▸ Task directions
Reproduce only this stretch of the listing below: from the line with "item per line." through the line with "I need the junctions", exactly as written, with pictures excluded.

▸ Provided data

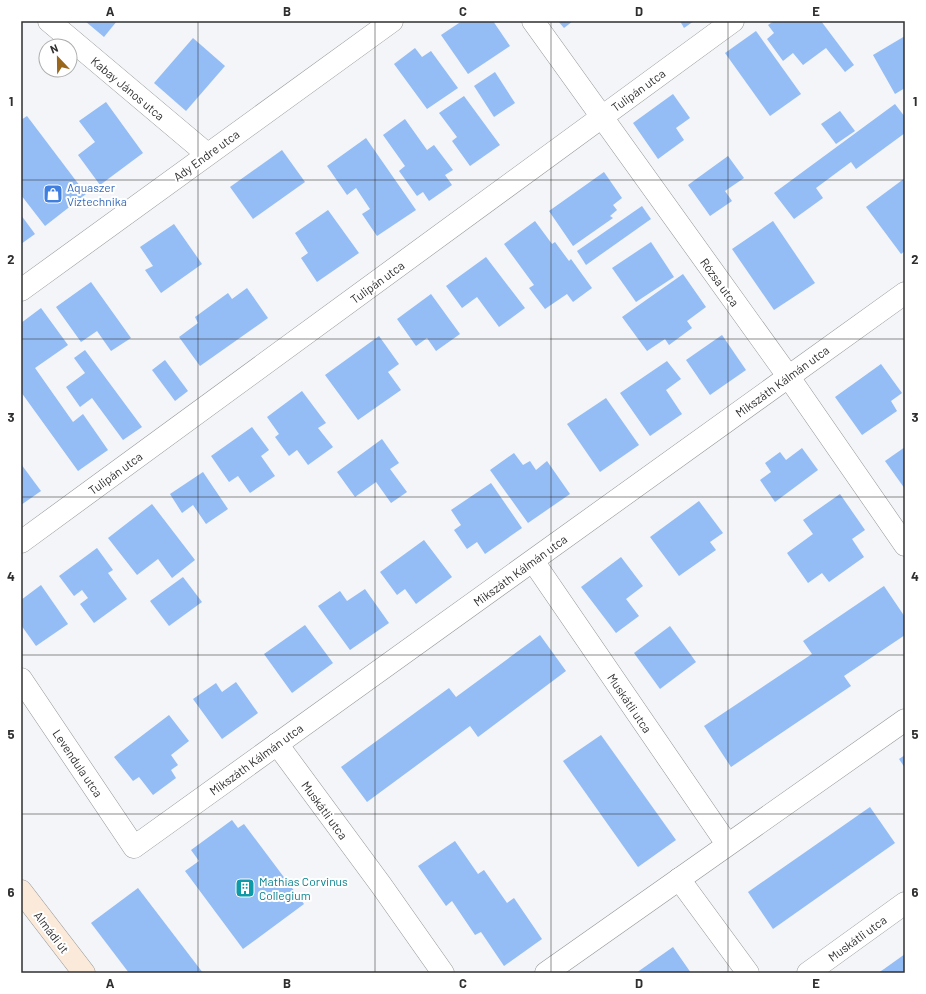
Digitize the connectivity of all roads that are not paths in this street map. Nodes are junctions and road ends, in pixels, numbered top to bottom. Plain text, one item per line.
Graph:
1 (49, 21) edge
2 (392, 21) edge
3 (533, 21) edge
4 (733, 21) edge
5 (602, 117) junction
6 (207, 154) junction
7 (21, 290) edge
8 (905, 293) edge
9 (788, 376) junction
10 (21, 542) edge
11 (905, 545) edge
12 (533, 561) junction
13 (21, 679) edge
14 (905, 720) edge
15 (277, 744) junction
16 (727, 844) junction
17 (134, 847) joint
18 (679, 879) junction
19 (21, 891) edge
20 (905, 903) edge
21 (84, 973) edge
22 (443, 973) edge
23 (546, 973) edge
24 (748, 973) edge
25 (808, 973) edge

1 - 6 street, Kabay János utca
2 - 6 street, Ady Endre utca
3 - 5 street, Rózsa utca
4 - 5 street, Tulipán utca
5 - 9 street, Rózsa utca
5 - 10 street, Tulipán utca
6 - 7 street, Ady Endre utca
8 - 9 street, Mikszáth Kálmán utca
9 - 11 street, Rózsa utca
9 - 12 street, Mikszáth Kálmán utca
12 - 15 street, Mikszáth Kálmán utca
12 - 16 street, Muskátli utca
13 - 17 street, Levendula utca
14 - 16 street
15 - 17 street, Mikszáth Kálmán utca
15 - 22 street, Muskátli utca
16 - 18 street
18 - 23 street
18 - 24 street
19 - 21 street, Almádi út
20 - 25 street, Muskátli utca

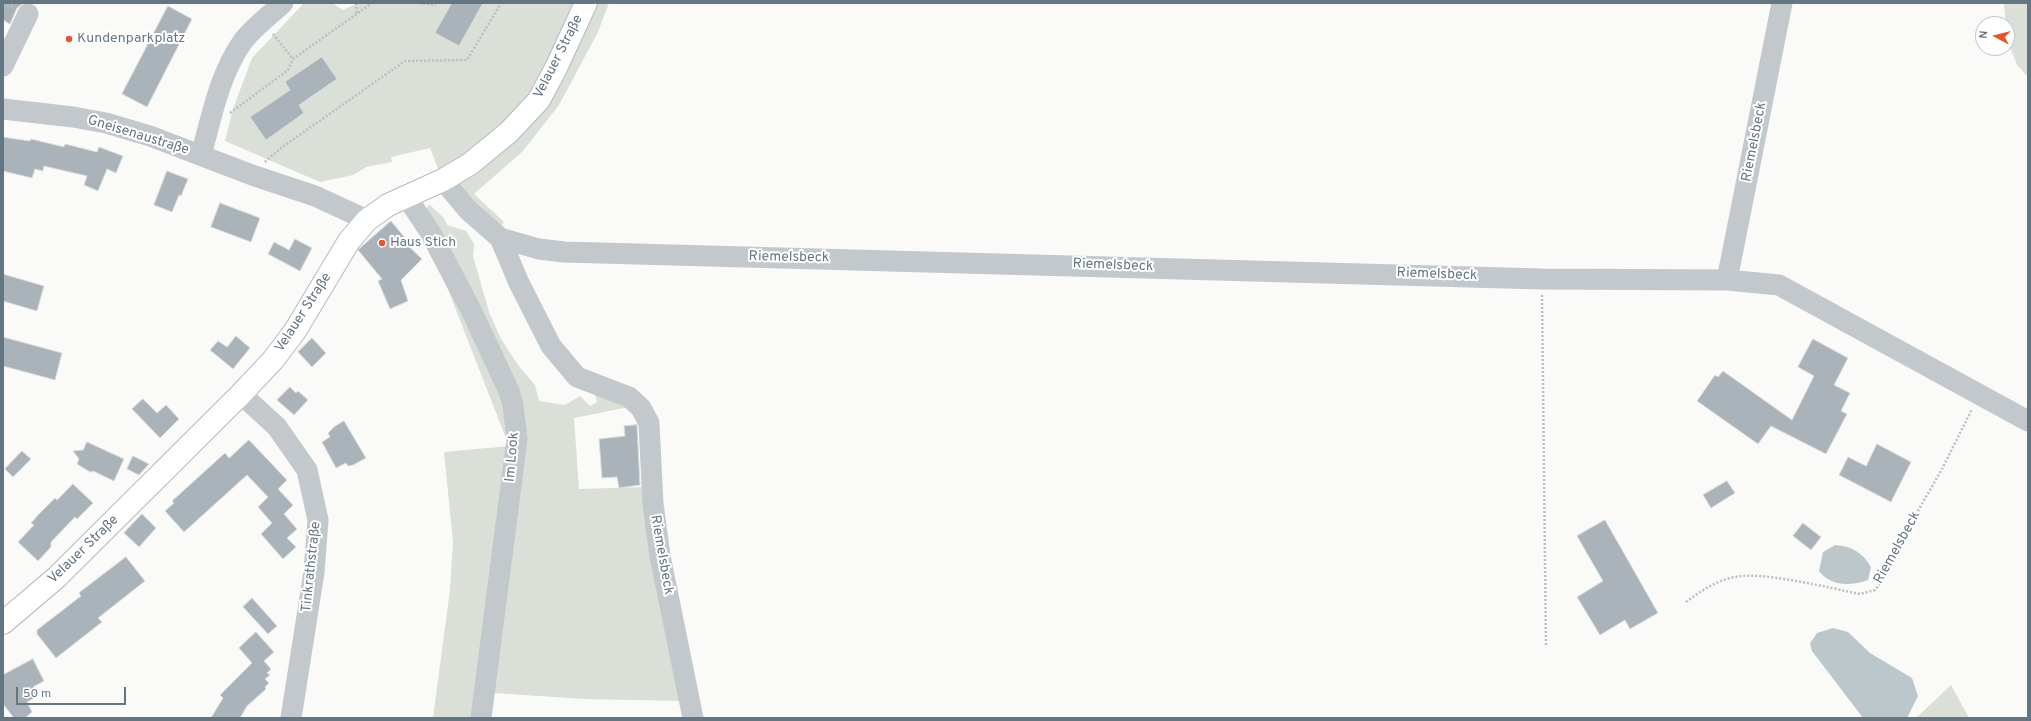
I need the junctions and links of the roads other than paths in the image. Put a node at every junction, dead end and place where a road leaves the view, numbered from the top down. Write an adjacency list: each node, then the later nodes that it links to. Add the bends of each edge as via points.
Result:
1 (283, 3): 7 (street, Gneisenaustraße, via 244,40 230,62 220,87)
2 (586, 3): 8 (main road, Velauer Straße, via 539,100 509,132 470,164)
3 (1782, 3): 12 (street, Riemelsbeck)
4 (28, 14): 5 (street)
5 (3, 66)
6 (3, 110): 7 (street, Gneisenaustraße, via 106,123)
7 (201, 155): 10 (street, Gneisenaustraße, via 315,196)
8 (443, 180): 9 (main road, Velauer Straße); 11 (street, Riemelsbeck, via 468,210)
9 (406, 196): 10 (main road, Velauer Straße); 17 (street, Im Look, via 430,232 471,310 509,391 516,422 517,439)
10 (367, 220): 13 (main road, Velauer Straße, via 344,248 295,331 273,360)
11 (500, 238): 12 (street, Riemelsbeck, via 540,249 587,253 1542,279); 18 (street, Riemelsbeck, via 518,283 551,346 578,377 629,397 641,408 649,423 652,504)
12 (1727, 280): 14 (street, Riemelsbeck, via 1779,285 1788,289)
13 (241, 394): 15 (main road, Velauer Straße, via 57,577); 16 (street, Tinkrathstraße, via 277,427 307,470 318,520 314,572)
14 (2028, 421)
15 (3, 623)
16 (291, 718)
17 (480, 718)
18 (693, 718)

* * *

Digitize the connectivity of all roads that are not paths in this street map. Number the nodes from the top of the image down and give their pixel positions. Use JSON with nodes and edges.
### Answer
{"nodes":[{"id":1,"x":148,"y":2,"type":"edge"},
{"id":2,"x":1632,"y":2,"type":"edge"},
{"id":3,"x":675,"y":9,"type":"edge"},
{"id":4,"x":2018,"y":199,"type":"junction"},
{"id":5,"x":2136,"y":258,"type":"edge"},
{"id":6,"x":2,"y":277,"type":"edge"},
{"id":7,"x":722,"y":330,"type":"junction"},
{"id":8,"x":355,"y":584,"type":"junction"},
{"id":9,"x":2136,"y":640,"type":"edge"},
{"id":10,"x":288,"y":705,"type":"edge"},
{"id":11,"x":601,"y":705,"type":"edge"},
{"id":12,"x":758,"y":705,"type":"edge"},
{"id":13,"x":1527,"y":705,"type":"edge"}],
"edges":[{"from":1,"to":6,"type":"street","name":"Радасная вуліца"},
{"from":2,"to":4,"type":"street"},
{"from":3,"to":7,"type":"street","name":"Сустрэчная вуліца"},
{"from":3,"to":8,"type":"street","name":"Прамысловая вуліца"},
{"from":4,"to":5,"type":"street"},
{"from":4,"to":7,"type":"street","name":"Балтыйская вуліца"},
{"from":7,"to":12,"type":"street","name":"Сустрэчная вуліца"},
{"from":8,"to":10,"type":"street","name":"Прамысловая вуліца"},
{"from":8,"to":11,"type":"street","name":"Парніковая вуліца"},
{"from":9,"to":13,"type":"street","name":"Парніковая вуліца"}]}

▸ Answer below
Digitize the connectivity of all roads that are not paths in this street map. Nodes are junctions and road ends, in pixels, numbered top to bottom. Plain text, one item per line.
Graph:
1 (49, 21) edge
2 (392, 21) edge
3 (533, 21) edge
4 (733, 21) edge
5 (602, 117) junction
6 (207, 154) junction
7 (21, 290) edge
8 (905, 293) edge
9 (788, 376) junction
10 (21, 542) edge
11 (905, 545) edge
12 (533, 561) junction
13 (21, 679) edge
14 (905, 720) edge
15 (277, 744) junction
16 (727, 844) junction
17 (134, 847) joint
18 (679, 879) junction
19 (21, 891) edge
20 (905, 903) edge
21 (84, 973) edge
22 (443, 973) edge
23 (546, 973) edge
24 (748, 973) edge
25 (808, 973) edge

1 - 6 street, Kabay János utca
2 - 6 street, Ady Endre utca
3 - 5 street, Rózsa utca
4 - 5 street, Tulipán utca
5 - 9 street, Rózsa utca
5 - 10 street, Tulipán utca
6 - 7 street, Ady Endre utca
8 - 9 street, Mikszáth Kálmán utca
9 - 11 street, Rózsa utca
9 - 12 street, Mikszáth Kálmán utca
12 - 15 street, Mikszáth Kálmán utca
12 - 16 street, Muskátli utca
13 - 17 street, Levendula utca
14 - 16 street
15 - 17 street, Mikszáth Kálmán utca
15 - 22 street, Muskátli utca
16 - 18 street
18 - 23 street
18 - 24 street
19 - 21 street, Almádi út
20 - 25 street, Muskátli utca

I need the junctions and links of the roads other than paths in the image. Put a node at every junction, dead end and place where a road leaves the view, numbered from the top down. Write an adjacency list: each node, then the later nodes that it links to. Add the bends of each edge as via points.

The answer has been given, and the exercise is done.